Wie kann jungen Betroffenen geholfen werden, was
raten Sie den Eltern?
Dr. Hartmann: Manchmal sind die Eltern besorgter
als das betroffene Kind. Möglicherweise assoziierte Erkrankungen beispielsweise
der Schilddrüse müssen abgeklärt werden. In den meisten Fällen aber ist das
Kind ansonsten ganz gesund. Wir raten Eltern, das Selbstbewusstsein ihres
Kindes zu stärken und es dabei zu unterstützen, mit der Hauterkrankung leben zu
lernen. Oft reichen schon kosmetische Maßnahmen wie geeignete Abdeckcremes oder
Selbstbräuner aus, um betroffene Hautareale zu kaschieren. Diese stehen heute
in sehr guter Qualität zur Verfügung. Wenn der Heranwachsende jedoch eine
Therapie wünscht, sollten Hautarzt und Eltern dies ernst nehmen und gemeinsam
ermöglichen.
Welche Behandlungsmöglichkeiten sind schon im
Kindes- und Jugendalter geeignet?
Dr. Hartmann: Heute setzen wir bei hohem
Leidensdruck bereits ab dem elften Lebensjahr eine gezielte lokale
Lichttherapie an einzelnen sichtbaren betroffenen Hautarealen ein. Die
Energiedichte kann dabei entsprechend der Körperregion dosiert werden. Die
umliegende, normal pigmentierte Haut wird geschont und dadurch eine
Kontrastverstärkung vermieden. Bei Bedarf kombinieren wir im akuten Schub
kurzzeitig örtlich aufgetragene Corticosteroide, auch immunmodulatorische
Calcineurinantagonisten können angewendet werden. In Studien konnte durch
Polypodium leucotomos, den tropischen Goldtüpfelfarn, der in
Nahrungsergänzungs- und Sonnenschutzpräparaten eingesetzt wird, eine
zusätzliche Verbesserung der Repigmentierung bei Vitiligo im Vergleich zur
alleinigen Phototherapie gezeigt werden.
Wie sind die Erfolgschancen einer Therapie?

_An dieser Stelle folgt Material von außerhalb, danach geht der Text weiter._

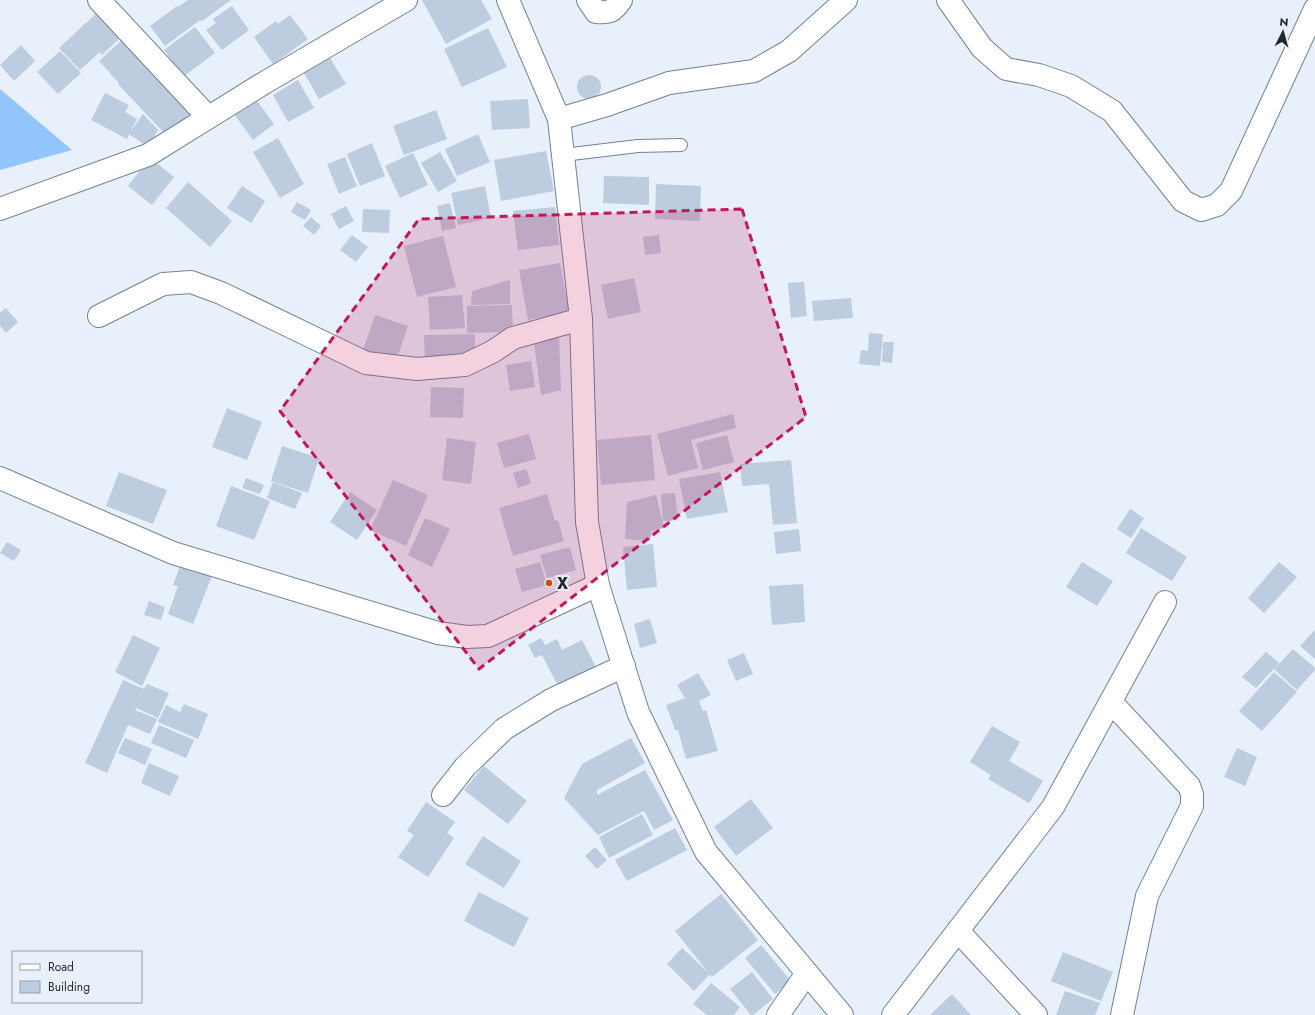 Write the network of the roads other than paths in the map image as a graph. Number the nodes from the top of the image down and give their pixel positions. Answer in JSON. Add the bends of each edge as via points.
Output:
{"nodes":[{"id":1,"x":99,"y":0,"type":"edge"},
{"id":2,"x":406,"y":0,"type":"edge"},
{"id":3,"x":508,"y":0,"type":"edge"},
{"id":4,"x":588,"y":0,"type":"edge"},
{"id":5,"x":621,"y":0,"type":"edge"},
{"id":6,"x":846,"y":0,"type":"edge"},
{"id":7,"x":948,"y":0,"type":"edge"},
{"id":8,"x":1315,"y":9,"type":"edge"},
{"id":9,"x":208,"y":118,"type":"junction"},
{"id":10,"x":559,"y":119,"type":"junction"},
{"id":11,"x":680,"y":145,"type":"dead end"},
{"id":12,"x":563,"y":156,"type":"junction"},
{"id":13,"x":0,"y":209,"type":"edge"},
{"id":14,"x":99,"y":316,"type":"dead end"},
{"id":15,"x":581,"y":319,"type":"junction"},
{"id":16,"x":0,"y":478,"type":"edge"},
{"id":17,"x":598,"y":586,"type":"junction"},
{"id":18,"x":1165,"y":602,"type":"dead end"},
{"id":19,"x":624,"y":666,"type":"junction"},
{"id":20,"x":1111,"y":702,"type":"junction"},
{"id":21,"x":443,"y":795,"type":"dead end"},
{"id":22,"x":958,"y":931,"type":"junction"},
{"id":23,"x":807,"y":973,"type":"junction"},
{"id":24,"x":778,"y":1015,"type":"edge"},
{"id":25,"x":842,"y":1015,"type":"edge"},
{"id":26,"x":893,"y":1015,"type":"edge"},
{"id":27,"x":1036,"y":1015,"type":"edge"},
{"id":28,"x":1122,"y":1015,"type":"edge"}],
"edges":[{"from":1,"to":9,"type":"street"},
{"from":2,"to":9,"type":"street"},
{"from":3,"to":10,"type":"street"},
{"from":4,"to":5,"type":"street","via":[[596,12],[608,13],[616,8]]},
{"from":6,"to":10,"type":"street","via":[[788,51],[754,71],[668,82],[608,105]]},
{"from":7,"to":8,"type":"street","via":[[982,48],[1006,69],[1039,75],[1071,86],[1112,111],[1182,201],[1201,210],[1217,205],[1231,192]]},
{"from":9,"to":13,"type":"street","via":[[148,155]]},
{"from":10,"to":12,"type":"street"},
{"from":11,"to":12,"type":"lane","via":[[638,146]]},
{"from":12,"to":15,"type":"street"},
{"from":14,"to":15,"type":"street","via":[[163,284],[191,282],[221,293],[366,363],[417,369],[465,365],[513,338]]},
{"from":15,"to":17,"type":"street","via":[[587,522]]},
{"from":16,"to":17,"type":"street","via":[[172,553],[438,633],[467,637],[488,636]]},
{"from":17,"to":19,"type":"street"},
{"from":18,"to":20,"type":"street"},
{"from":19,"to":21,"type":"street","via":[[550,700],[504,728],[465,767]]},
{"from":19,"to":23,"type":"street","via":[[638,712],[706,852]]},
{"from":20,"to":22,"type":"street","via":[[1053,808]]},
{"from":20,"to":28,"type":"street","via":[[1189,786],[1192,794],[1192,806],[1147,896]]},
{"from":22,"to":26,"type":"street"},
{"from":22,"to":27,"type":"street"},
{"from":23,"to":24,"type":"street"},
{"from":23,"to":25,"type":"street"}]} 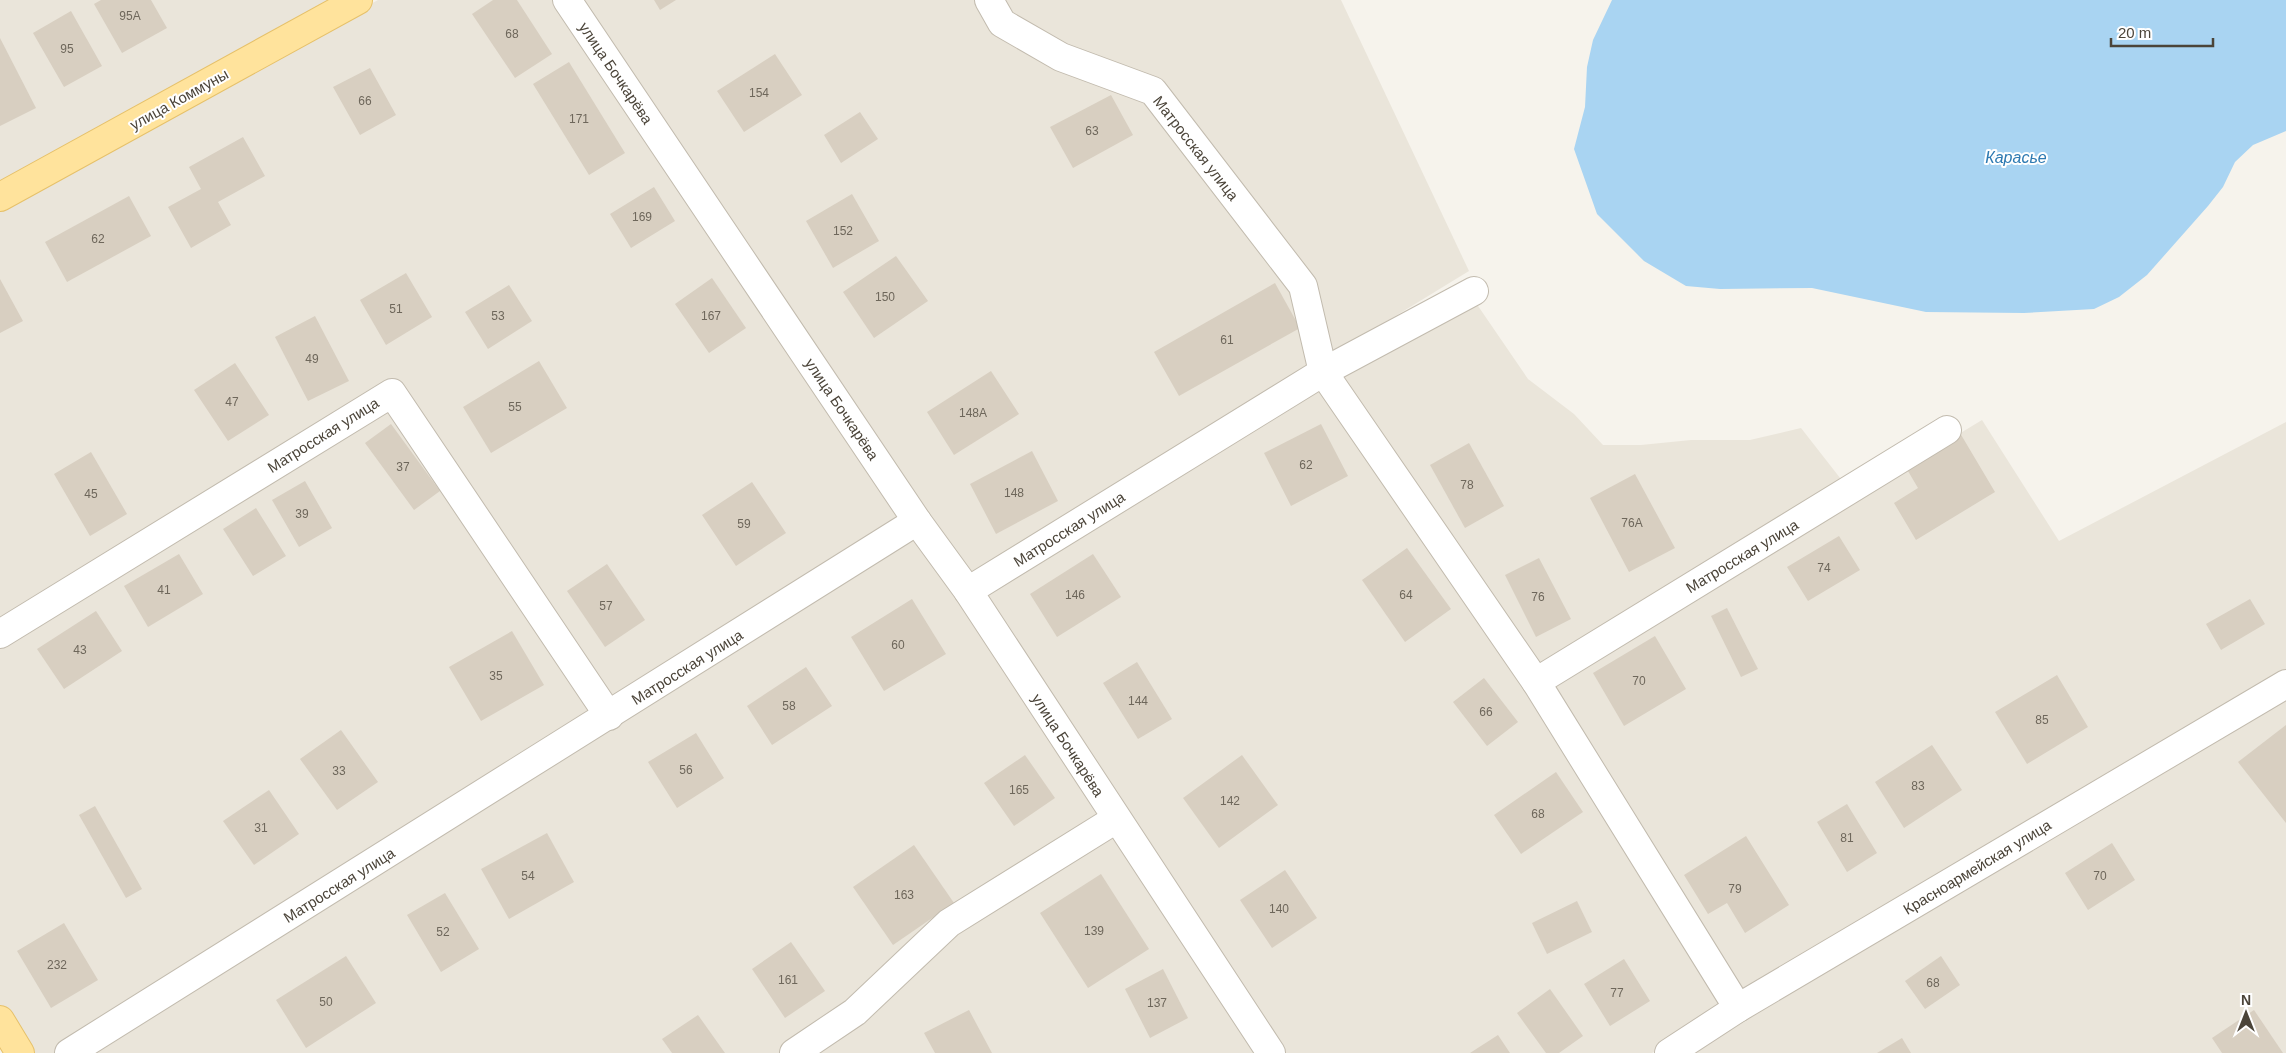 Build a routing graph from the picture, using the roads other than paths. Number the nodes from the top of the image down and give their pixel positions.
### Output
1 (358, 0) edge
2 (566, 0) edge
3 (989, 0) edge
4 (0, 197) edge
5 (1474, 291) dead end
6 (1323, 372) junction
7 (1947, 430) dead end
8 (917, 521) junction
9 (968, 591) junction
10 (0, 634) edge
11 (1536, 682) junction
12 (2286, 684) edge
13 (609, 716) junction
14 (1116, 819) junction
15 (1738, 1008) junction
16 (0, 1020) edge
17 (20, 1053) edge
18 (69, 1053) edge
19 (794, 1053) edge
20 (1271, 1053) edge
21 (1669, 1053) edge

1 - 4 main road, улица Коммуны
2 - 8 street, улица Бочкарёва
3 - 6 street, Матросская улица
5 - 6 street, Матросская улица
6 - 9 street, Матросская улица
6 - 11 street, Матросская улица
7 - 11 street, Матросская улица
8 - 9 street, улица Бочкарёва
8 - 13 street, Матросская улица
9 - 14 street, улица Бочкарёва
10 - 13 street, Матросская улица
11 - 15 street, Матросская улица
12 - 15 street, Красноармейская улица
13 - 18 street, Матросская улица
14 - 19 street
14 - 20 street, улица Бочкарёва
15 - 21 street, Красноармейская улица
16 - 17 main road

Dr. Hartmann: Leider ist die Vitiligo bislang nicht
heilbar. Aber auch wenn es nicht möglich ist, eine vollständige und dauerhafte
Repigmentierung zu bewirken, so lassen sich doch in vielen Fällen akzeptable Teilerfolge
erzielen. Die besten Ergebnisse können in aller Regel im Gesicht und auch an
Stamm und Extremitäten erreicht werden. An den Händen und Füßen ist zumeist
nicht oder kaum mit einem Ansprechen auf die Behandlung zu rechnen.
Das Interview führte Angelika Bauer-Delto.